Os dois primeiros dias foram preenchidos com a leitura de arquivos gigantescos, compondo a Instrução de Trabalho (IT) de apenas uma das demandas do setor em que atuava. A densidade do material era assustadora para uma novata. Assim que finalizou a leitura, sentindo uma pontada de orgulho por ter superado aquela montanha de informações, ela se dirigiu à mesa do seu Supervisor para relatar o feito.
— Jorge, eu finalizei a leitura da IT que havia me pedido, então teria alguma outra demanda para me passar? — Ana perguntou, a voz um pouco hesitante, mas com um toque de entusiasmo.
Jorge Alcântara era um homem com ar perene de tédio, sempre vestido com roupas que pareciam ter saido de dentro de uma garrafa de tão amassadas, normalmente uma calça jeans e uma camiseta simples sem estampa e sempre com o mesmo blazer, para dizer que estava com uma roupa social de trabalho, ergueu os olhos da tela do computador, sua expressão vazia. — Ah, você é a estagiária, né? Qual o seu nome mesmo, querida? — perguntou, com um tom que beirava a condescendência.
— Ana. — a resposta foi curta e direta.
— Então, já leu toda a IT de entrada de carga? Acha que dá conta de fazer um processo sozinha, então? Porque isso aí, querida, é o mínimo que a gente faz aqui. Então, olha, faça o procedimento nessa entrada aqui — disse, colocando uma pasta fina nas mãos da jovem, um gesto que parecia mais um descarte do que uma entrega. — E quero que você já comece a ler a IT de despacho de pagamentos também, viu. E vai logo fazer isso que eu tenho mais o que fazer aqui.
“Nossa, que mal-educado”, Ana pensou, o choque a impedindo de vocalizar sua indignação. Com a pasta em suas mãos enquanto ela retornava à sua mesa, um misto de frustração e determinação borbulhando em seu peito. Abriu a pasta e analisou o conteúdo.
O conteúdo era basicamente um relatório impresso do sistema, contendo uma lista de itens que aparentemente haviam sido recebidos de uma filial dos Estados Unidos, com os valores de cada item e um total no final da página. A segunda página continha um formulário escaneado, preenchido e assinado por um funcionário portuário que havia conferido pessoalmente os itens e validado as informações. Ana achou estranho: se aqueles documentos já estavam no sistema e conforme o documento que ela havia lido todo o procedimento poderia ser feito diretamente pelo sistema então por que precisavam deles impressos? Ela procurou na IT algo que informasse a necessidade de impressão, mas não encontrou nada. Achou melhor perguntar a Jorge.
— Jorge, sei que o senhor está ocupado e fiquei com uma dúvida sobre o procedimento… — Ana começou, tentando ser o mais respeitosa possível.
— Ah, eu sabia que ia dar nisso. Tô sem tempo pra isso, estagiária, você precisa ser mais proativa — disse Jorge, interrompendo Ana de forma abrupta. Virou-se para um colega. — Oh, Carlos, faz um favor e ensina essa menina como fazemos as entradas de carga e aproveita e já mostra os despachos de pagamento, vai.

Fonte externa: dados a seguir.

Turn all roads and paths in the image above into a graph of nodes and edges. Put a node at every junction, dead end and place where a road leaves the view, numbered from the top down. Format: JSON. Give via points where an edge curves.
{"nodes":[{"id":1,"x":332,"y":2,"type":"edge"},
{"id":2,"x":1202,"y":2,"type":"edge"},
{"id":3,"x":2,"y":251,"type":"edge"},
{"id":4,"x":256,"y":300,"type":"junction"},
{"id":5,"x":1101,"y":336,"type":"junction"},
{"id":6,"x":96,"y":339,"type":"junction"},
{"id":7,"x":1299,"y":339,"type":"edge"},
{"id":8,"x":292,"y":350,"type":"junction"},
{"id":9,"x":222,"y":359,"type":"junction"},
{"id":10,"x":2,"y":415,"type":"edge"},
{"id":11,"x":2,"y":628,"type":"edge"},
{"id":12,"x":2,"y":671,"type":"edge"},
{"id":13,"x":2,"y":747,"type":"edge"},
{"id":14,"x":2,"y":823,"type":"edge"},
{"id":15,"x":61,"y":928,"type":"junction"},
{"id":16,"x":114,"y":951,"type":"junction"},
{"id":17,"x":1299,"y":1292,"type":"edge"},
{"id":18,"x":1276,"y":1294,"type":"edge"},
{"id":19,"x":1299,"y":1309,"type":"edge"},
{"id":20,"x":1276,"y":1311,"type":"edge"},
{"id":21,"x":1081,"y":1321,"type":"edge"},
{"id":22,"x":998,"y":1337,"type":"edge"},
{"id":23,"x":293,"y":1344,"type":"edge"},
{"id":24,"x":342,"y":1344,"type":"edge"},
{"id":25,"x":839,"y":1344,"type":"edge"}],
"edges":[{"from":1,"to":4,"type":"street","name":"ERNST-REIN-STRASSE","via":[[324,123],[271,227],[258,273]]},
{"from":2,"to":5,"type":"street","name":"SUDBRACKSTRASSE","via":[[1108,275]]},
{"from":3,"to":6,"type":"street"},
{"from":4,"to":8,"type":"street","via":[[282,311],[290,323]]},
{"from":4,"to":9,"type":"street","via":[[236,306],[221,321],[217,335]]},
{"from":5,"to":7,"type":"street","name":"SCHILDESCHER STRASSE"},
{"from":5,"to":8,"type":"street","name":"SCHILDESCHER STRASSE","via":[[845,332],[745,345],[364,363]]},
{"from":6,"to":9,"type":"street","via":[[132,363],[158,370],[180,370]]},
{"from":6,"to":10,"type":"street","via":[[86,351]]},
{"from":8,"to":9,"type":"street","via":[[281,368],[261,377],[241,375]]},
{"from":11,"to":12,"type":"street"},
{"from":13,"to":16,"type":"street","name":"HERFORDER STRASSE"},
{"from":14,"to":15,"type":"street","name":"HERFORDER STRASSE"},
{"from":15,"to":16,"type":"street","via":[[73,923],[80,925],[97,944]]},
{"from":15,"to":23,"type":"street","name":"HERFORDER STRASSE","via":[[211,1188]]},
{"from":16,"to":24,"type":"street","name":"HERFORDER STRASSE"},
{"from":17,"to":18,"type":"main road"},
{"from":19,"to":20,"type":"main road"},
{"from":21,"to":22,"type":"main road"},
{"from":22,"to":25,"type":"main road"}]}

Ana ficou assustada com a forma rude do homem de lidar com uma estagiária novata. Ele nem mesmo a deixou terminar a pergunta. Carlos, com uma expressão impaciente, sentou-se ao lado de Ana e, com um tom apressado, mostrou o processo.
— Você coloca o número aqui para pesquisar o processo. Aqui você imprime o formulário e coloca em uma dessas pastas que você pode pegar quantas quiser no almoxarifado. Depois você confere as informações e ali você valida e pronto. Simples, né? Tão simples que até um estagiário consegue fazer.
— Mas na IT está descrevendo de forma diferente, eu não preciso cadastrar no Histórico de Movimentações? — Ana questionou, lembrando-se da complexidade do manual.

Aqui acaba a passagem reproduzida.